Herman learned about leadership, public service and perseverance from her father, Alex Herman, one of the first Black men elected to political office in Alabama, and her mother, a teacher. Dorothy I. Height, civil rights activist and a former president of NCNW, was Herman’s mentor.
“I went to Washington at the age of 29,” Herman said. “Had it not been for Dorothy Height, I never would have gone because I didn’t believe I could make a contribution,. Dorothy Height helped me understand that I really could make a contribution on the national stage.”
That example is part of NCNW’s empowerment mission, said podiatrist Patricia Bennett, who is a senior advisor of NCNW’s Greater Elizabeth Area Section, founded by Joann Blount. “The purpose of NCNW is to honor the plight of Black women, their families and their communities,” said Bennett. “Secretary Alexis Herman reminds us to never forget our roots, to know our history. Keep your eyes on the prize. Don’t forget your roots because you will be reminded that the struggle continues.”
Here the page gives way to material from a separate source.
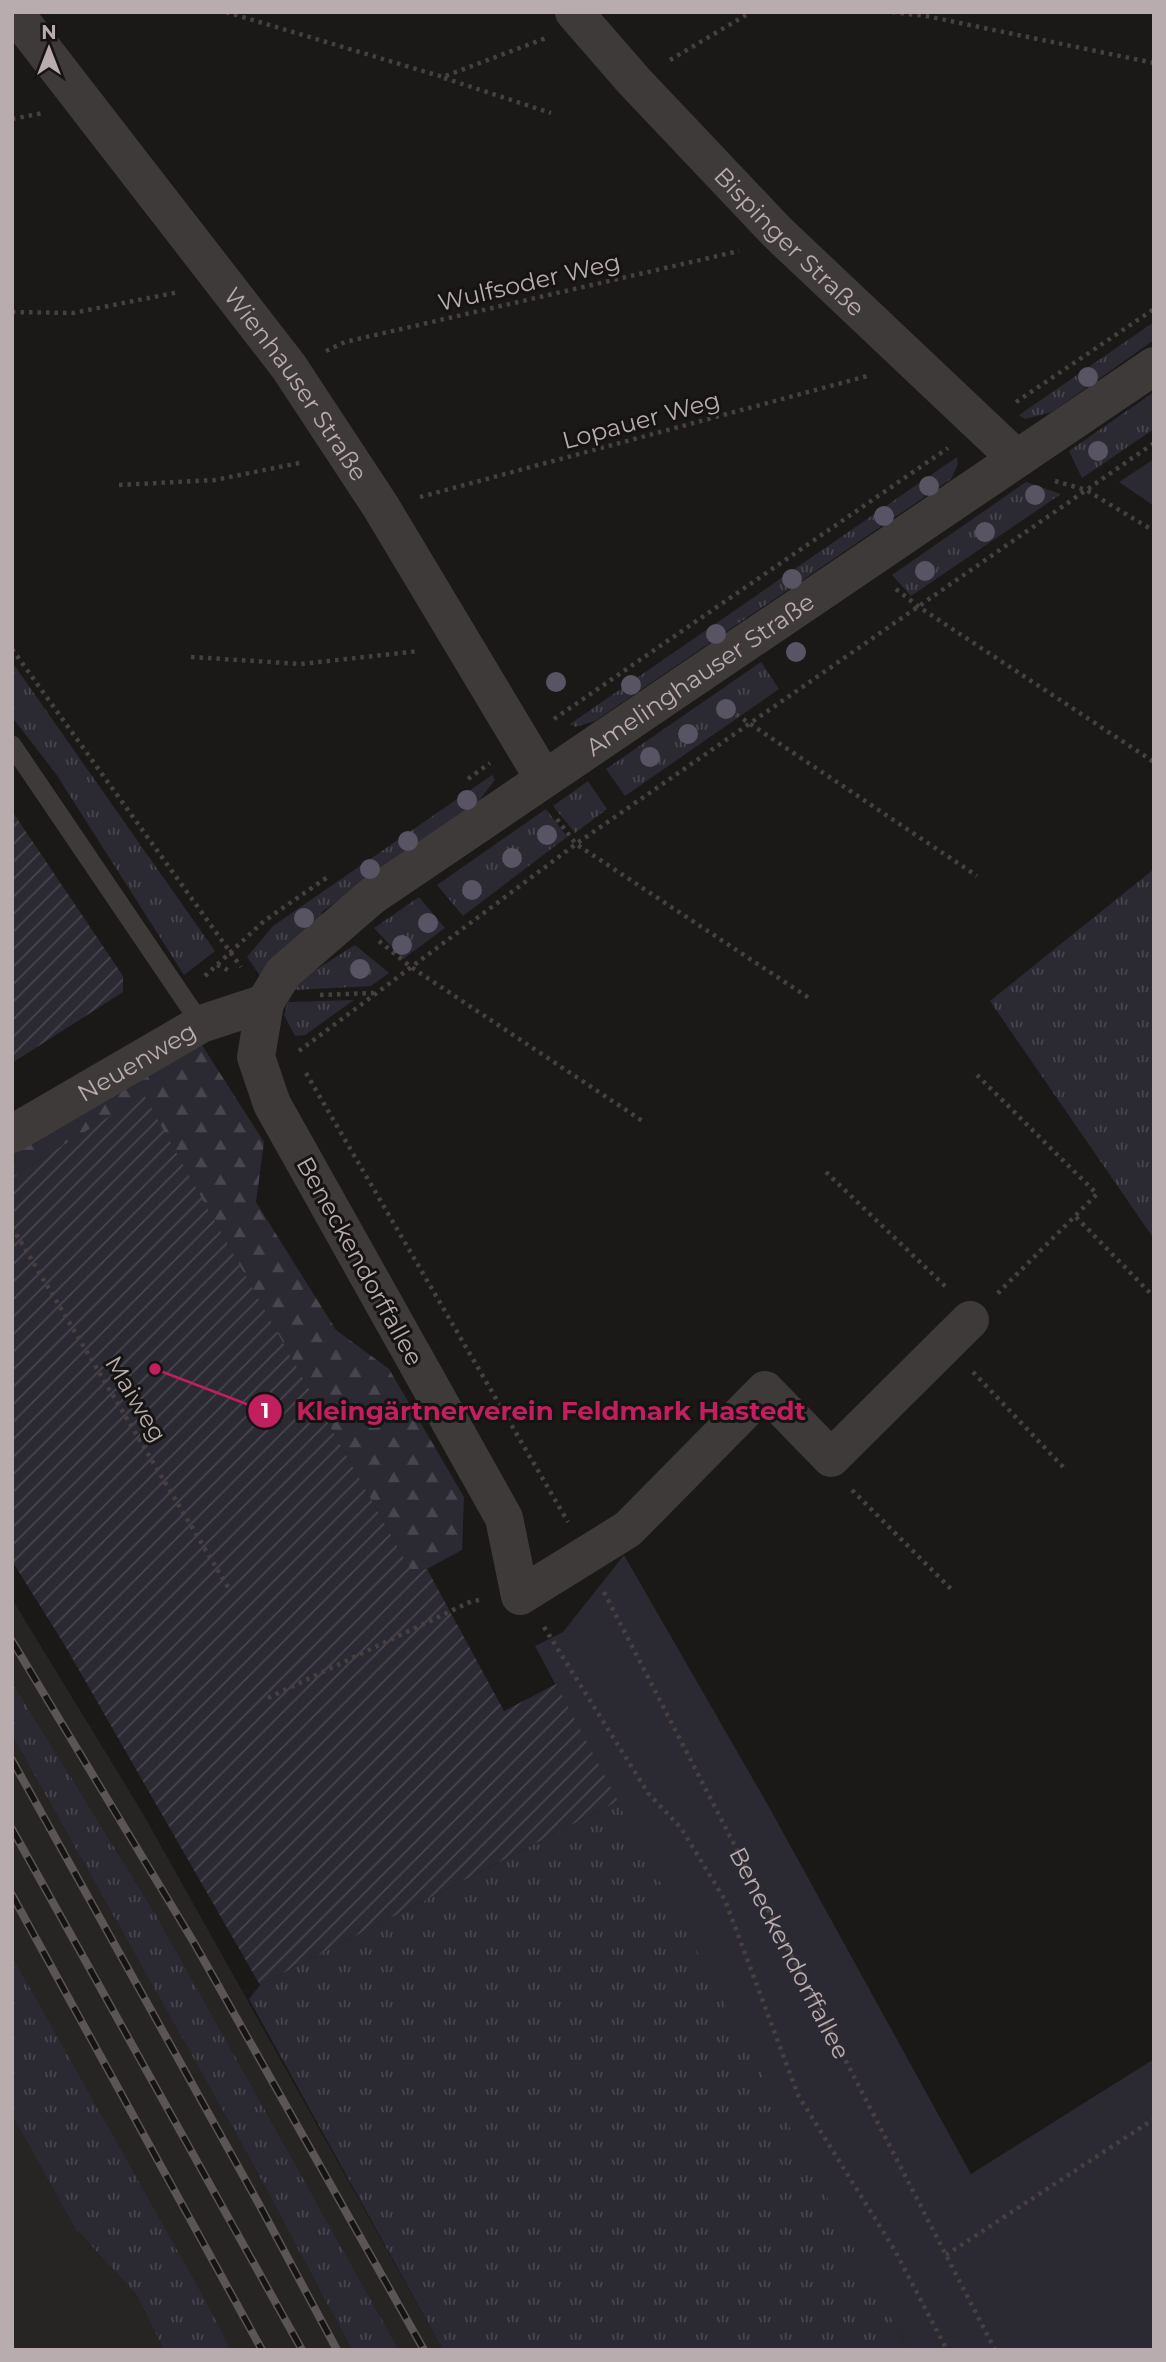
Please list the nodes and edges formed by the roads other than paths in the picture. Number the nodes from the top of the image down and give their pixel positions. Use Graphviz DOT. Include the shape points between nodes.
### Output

Acknowledging existing challenges in the Black community, Herman presses on toward progress. Her contributions include serving as chair and CEO of New Ventures LLC in Washington, D.C., as a National Urban League trustee, as an executive board member of Delta Sigma Theta Sorority, as president of the Dorothy I. Height Educational Foundation and as a member of numerous task forces and corporate boards.
Herman’s accomplishments are impressive. Yet, she is proud of something that happened during the start of her career. As a social worker, she helped “out-of-school young Black males” find jobs in Alabama’s shipyards. “I knew nothing about the plight of unemployment in my community until I really began that work,” she explained. “That is what really opened my eyes to the economic empowerment of our people. It put me on the path that I’m on today. It put me on the path of always trying to find ways to help our people find jobs, to find ways to better themselves economically.”
She added, “That first experience taught me that we have to expose our children, educate our children, and inculcate in them a desire to achieve excellence. That’s something that Dorothy Height did for me.”
Dozier and Height were Herman’s “foundational motivators.”
“It’s no question,” she concluded.“Early on with my grandmother and as I matured into a young lady, it was Dorothy Height who really guided my career.”
Indeed, Alexis Herman blooms wherever she is planted.